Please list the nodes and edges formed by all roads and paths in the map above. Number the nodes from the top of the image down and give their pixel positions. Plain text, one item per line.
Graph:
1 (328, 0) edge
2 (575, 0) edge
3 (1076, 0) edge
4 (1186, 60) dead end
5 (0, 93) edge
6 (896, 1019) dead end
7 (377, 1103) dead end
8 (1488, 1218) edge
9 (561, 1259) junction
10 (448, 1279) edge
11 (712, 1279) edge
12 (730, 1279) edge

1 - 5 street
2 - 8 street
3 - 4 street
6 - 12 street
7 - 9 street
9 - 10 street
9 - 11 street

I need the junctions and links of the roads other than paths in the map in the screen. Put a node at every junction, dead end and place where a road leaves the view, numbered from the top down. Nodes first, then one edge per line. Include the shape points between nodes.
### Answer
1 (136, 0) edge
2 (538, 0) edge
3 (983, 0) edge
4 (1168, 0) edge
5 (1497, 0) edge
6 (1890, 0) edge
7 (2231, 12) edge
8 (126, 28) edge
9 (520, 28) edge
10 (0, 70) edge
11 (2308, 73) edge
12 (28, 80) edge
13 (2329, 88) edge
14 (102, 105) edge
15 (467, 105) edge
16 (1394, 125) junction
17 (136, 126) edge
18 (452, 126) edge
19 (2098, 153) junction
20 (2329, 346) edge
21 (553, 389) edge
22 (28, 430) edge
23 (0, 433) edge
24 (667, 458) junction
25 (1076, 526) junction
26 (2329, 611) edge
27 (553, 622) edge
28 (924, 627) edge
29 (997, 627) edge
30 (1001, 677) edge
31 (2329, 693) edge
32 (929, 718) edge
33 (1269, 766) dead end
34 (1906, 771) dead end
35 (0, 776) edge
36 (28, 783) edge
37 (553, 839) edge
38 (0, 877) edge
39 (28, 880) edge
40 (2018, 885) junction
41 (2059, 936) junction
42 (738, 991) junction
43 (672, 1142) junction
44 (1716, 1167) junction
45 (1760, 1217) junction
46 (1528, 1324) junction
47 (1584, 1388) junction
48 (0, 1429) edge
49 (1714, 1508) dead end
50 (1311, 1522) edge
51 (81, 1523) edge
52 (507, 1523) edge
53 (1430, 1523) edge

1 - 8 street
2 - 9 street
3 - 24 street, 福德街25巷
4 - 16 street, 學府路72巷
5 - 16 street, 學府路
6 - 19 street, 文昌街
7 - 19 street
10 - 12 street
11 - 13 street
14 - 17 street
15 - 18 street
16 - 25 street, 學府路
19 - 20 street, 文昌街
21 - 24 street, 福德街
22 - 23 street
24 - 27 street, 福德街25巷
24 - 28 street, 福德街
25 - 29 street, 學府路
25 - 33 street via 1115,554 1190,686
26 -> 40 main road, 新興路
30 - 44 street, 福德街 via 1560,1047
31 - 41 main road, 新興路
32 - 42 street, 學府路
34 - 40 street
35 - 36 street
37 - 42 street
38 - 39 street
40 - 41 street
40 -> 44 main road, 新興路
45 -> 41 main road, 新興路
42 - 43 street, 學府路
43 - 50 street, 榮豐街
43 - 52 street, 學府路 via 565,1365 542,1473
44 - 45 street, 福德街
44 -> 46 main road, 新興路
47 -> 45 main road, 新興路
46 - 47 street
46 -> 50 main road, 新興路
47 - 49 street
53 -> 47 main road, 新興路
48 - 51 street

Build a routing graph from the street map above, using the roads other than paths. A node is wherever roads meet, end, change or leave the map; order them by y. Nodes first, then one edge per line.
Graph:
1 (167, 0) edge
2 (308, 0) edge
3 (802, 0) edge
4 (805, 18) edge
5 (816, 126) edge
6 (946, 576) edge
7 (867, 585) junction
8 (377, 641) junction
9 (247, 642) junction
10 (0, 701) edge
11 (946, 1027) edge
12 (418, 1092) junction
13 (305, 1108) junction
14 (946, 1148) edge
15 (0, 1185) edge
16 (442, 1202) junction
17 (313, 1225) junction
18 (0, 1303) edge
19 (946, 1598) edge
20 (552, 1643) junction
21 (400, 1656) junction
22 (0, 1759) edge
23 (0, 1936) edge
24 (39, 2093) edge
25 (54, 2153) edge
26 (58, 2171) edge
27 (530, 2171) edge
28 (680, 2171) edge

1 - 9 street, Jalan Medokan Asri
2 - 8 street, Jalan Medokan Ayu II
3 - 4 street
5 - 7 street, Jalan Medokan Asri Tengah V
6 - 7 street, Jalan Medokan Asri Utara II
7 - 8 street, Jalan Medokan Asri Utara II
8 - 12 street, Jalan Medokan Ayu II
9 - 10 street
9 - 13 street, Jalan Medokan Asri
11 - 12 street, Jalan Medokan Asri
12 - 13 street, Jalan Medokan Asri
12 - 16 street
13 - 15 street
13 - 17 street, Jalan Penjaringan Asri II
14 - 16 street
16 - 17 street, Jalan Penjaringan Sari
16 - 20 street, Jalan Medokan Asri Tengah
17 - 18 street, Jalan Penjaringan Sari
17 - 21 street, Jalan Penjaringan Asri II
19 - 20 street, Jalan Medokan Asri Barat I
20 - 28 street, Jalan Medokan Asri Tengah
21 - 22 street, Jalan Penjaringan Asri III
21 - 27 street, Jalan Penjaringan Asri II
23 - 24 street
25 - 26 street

□ □ □ □ □

**WHAT TO PRODUCE**
From the material above, copy every line that has the word "Sari" in it.

**YOUR RESPONSE**
16 - 17 street, Jalan Penjaringan Sari
17 - 18 street, Jalan Penjaringan Sari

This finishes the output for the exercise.